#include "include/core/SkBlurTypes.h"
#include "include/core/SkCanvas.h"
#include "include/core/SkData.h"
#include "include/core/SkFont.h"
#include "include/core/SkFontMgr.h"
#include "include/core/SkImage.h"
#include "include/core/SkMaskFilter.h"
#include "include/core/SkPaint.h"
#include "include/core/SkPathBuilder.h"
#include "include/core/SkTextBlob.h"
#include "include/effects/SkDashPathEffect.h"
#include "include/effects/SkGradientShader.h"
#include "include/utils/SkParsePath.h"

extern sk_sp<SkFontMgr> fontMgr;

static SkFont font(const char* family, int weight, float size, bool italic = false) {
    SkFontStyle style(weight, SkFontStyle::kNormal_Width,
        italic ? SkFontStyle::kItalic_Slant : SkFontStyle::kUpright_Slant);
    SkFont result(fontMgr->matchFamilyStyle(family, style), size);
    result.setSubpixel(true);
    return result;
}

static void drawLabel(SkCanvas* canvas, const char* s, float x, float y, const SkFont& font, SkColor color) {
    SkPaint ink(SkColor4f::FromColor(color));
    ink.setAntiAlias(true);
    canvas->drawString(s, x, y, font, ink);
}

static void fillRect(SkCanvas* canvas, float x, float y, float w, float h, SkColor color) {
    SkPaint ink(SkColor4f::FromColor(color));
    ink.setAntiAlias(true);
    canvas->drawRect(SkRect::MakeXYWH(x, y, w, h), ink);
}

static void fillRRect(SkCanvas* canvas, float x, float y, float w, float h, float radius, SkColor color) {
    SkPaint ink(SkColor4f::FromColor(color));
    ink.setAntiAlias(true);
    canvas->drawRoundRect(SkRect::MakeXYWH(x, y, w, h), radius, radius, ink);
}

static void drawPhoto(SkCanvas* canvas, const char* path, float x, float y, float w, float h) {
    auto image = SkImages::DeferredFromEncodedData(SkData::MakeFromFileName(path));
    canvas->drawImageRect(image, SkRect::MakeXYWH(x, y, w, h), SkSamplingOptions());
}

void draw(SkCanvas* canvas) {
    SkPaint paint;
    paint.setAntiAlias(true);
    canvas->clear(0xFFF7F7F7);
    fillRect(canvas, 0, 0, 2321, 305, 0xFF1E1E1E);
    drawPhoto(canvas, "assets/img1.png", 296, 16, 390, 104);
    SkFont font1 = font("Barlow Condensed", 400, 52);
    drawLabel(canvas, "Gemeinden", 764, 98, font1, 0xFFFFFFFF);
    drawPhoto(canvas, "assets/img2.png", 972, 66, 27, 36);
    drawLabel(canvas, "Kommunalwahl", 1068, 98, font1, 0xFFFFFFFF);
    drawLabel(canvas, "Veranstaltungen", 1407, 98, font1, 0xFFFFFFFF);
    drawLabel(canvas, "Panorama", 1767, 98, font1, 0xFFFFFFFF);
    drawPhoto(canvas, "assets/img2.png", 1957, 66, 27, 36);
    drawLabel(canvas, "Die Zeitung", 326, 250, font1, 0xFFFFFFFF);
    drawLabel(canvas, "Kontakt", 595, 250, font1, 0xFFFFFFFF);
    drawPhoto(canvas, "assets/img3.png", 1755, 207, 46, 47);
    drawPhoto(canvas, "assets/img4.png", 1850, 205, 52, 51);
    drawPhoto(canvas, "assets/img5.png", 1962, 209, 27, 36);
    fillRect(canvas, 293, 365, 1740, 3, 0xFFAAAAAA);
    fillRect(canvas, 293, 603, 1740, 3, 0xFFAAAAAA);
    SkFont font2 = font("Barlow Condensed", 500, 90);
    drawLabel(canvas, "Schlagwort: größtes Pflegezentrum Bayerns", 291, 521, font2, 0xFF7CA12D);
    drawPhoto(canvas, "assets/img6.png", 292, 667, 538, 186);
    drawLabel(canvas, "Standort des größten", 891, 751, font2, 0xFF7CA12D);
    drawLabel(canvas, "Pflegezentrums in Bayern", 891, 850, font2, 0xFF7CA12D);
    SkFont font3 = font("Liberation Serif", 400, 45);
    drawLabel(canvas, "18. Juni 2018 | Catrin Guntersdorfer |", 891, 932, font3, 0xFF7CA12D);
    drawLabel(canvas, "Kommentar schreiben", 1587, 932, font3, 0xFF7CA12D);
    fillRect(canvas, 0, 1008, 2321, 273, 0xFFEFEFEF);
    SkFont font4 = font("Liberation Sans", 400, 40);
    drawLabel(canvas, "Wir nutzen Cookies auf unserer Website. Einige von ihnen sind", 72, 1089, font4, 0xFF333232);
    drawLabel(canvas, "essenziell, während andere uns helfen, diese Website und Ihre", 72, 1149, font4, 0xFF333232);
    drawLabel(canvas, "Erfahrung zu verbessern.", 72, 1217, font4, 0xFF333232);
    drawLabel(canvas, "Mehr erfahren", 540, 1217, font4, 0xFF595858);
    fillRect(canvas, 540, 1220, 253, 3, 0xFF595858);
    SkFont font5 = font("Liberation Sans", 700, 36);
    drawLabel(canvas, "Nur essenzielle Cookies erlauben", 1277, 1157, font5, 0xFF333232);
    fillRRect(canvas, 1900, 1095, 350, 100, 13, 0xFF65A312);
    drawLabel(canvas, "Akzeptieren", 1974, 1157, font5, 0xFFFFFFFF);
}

> [WORK ITEM]: Scan the data for the word "SkFontMgr" and copy every line where it shows up.

> [SOLUTION]:
#include "include/core/SkFontMgr.h"
extern sk_sp<SkFontMgr> fontMgr;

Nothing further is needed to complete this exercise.